Une chronique de Barbara Auzou

Jeanne Champel Grenier, Alors la nuit délivre la nuit des livres, Éd. France libris, 2018
« Se glisser dans ton ombre à la faveur de la nuit .
Suivre tes pas, ton ombre à la fenêtre.
Cette ombre à la fenêtre c’est toi, ce n’est pas une autre, c’est toi. »
Ainsi s’ouvre le poème de Robert Desnos « À la faveur de la nuit » et c’est ainsi que l’on pénètre avec humilité dans l’intimité silencieuse et la solitude nocturne de Jeanne Champel Grenier pour partager avec elle cette « discrète lampée de lait d’étoile »
D’emblée la nuit est placée sous le signe de l’ambivalence . Elle est l’espace propice aux affres de la création :
« où est donc le point d’eau
que parfois je pressens
il faut passer les rocs
croiser les éboulis
se griffer aux ronciers
se piquer aux orties »
Et elle nous reprend aussitôt ce qu’elle nous a donné :
« on croit sentir
l’haleine de myrrhe et d’origan
d’éther et puis de camphre »
« la nuit qui nous réduit
ou nous augmente »
La nuit roule avec elle des peurs et les souvenirs d’êtres disparus :
« un oiseau est venu cette nuit sur ta tombe
( …)
c’est à lui que le soir ta grande paix incombe »

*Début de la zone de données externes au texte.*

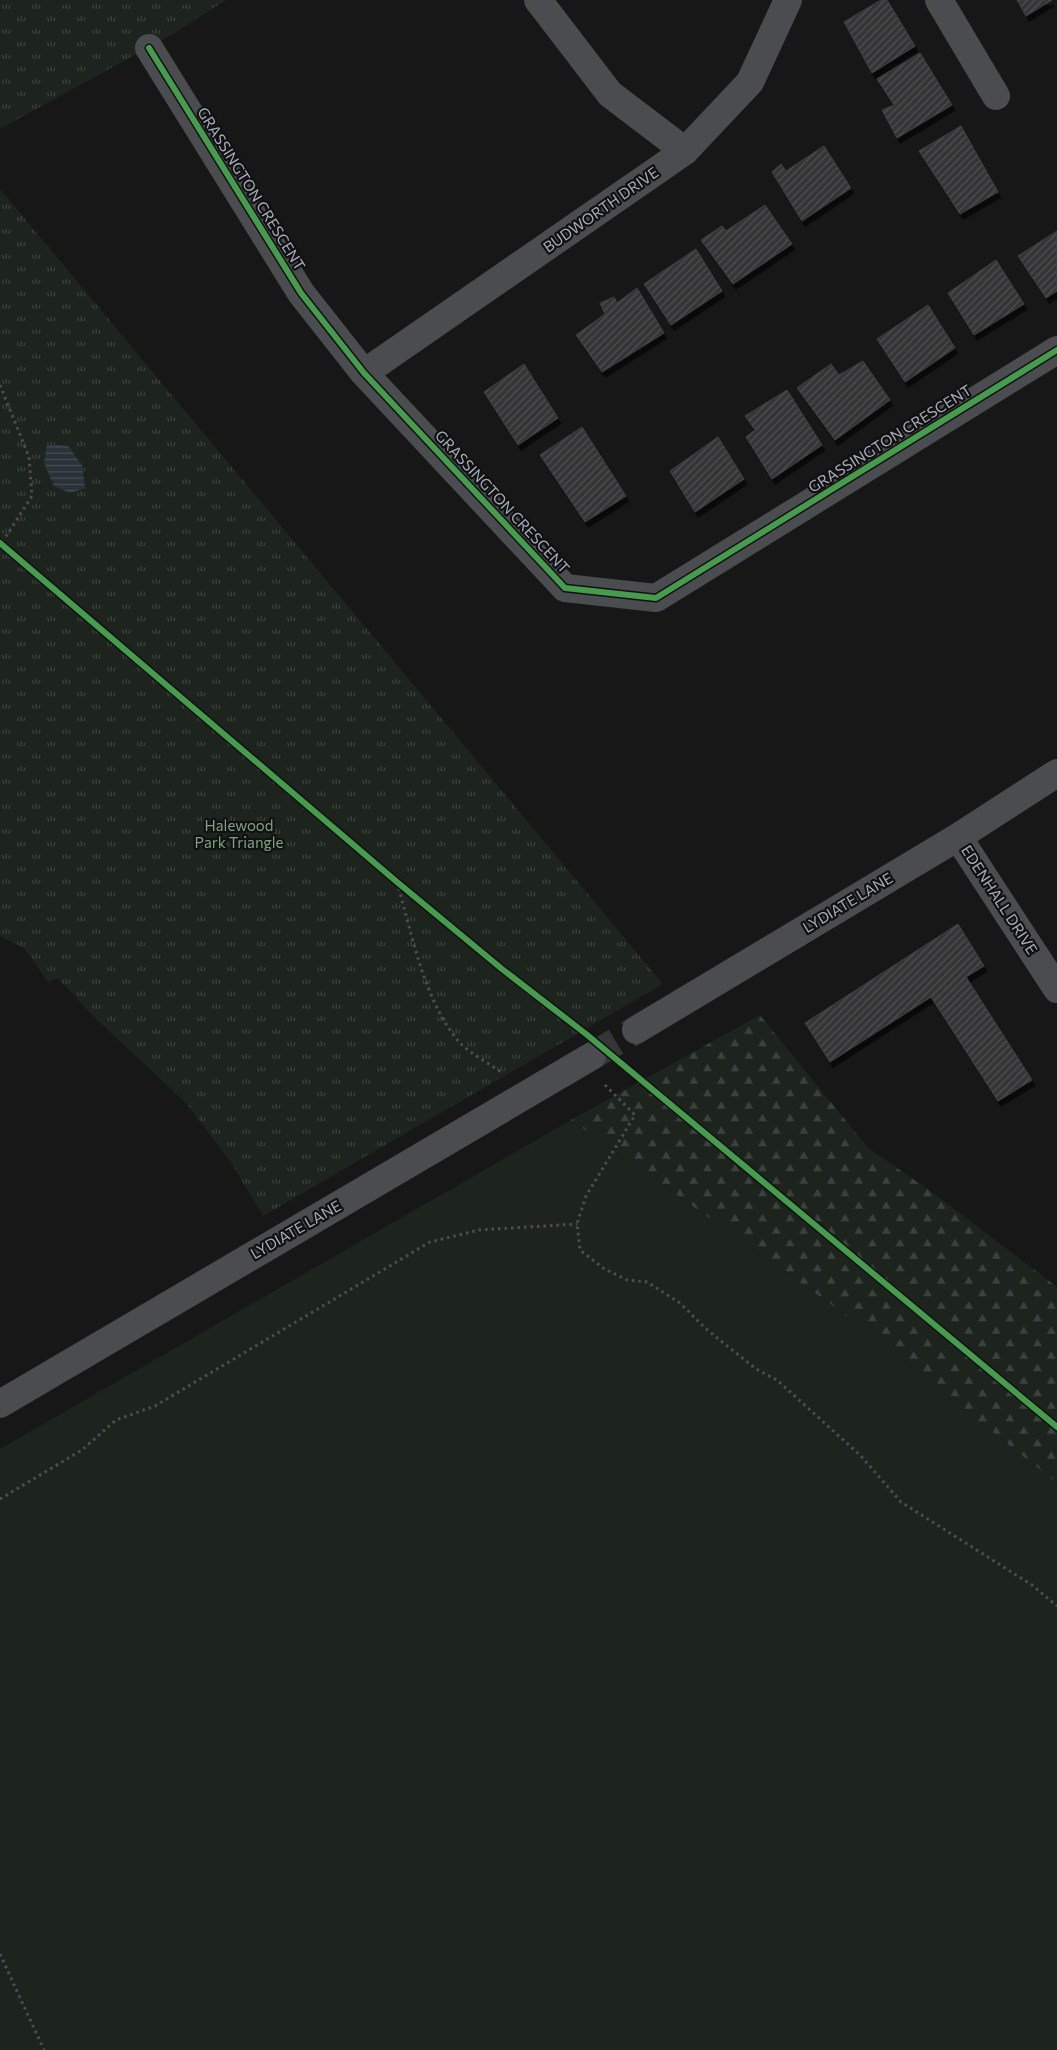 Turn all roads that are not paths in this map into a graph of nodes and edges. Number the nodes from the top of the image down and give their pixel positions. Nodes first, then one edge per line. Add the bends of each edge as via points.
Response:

Des peines aussi bientôt muées en constats :
« j’y avais des amies
mi-figue mi-raisin
confites et soumises »
Se noue au fil des pages un lien de sincérité entre le lecteur et la poète d’où émerge une aile de papier :
« plus légère qu’une autre
un peu désaccordée
et sa violette voix »
Et nous voilà placés ensemble :
« au centre
du silencieux gémir »
que seule la nuit sait nous faire entendre ; et ce silencieux gémir soudain n’est plus le seul espace du souvenir, des peines, mais il devient cette courbure de l’air si gracieuse qu’elle vide tout instant de sa pacotille et devient le lieu intime et privilégié du poème :
« écrire pour ne pas oublier
la lumière »
de l’acte de vivre et de transmettre :
« mille enfants dans leurs gousses
serrés en petits pois »
et de la gourmandise que je ressens dans la poésie de Jeanne Champel Grenier comme une générosité première. Les métaphores culinaires sont nombreuses et souvent teintées d’humour :
« un noir très doux
qui vire au pruneau
dans l’eau de vie »
ou encore ce formidable chant X, sur un air de Nerval :
« il est un pain pour qui je donnerais
tous les blinis, les bâtards et les miches
un pain très vieux, nourrissant , aux pois chiches
qui pour moi seule garde son goût sacré »
Oui on peut dire que malgré ses éclipses sans pitié, la poète se rue, refuse de se rendre et au cœur de sa nuit le crépuscule déjà bat l’horizon en quête d’une luciole que nous suivons, rassurés et conquis, au gré d’une poésie vivante et généreuse qui s’échappe bientôt du store journalier…pour aller rejoindre ce hasard « qui fait si bien les roses ».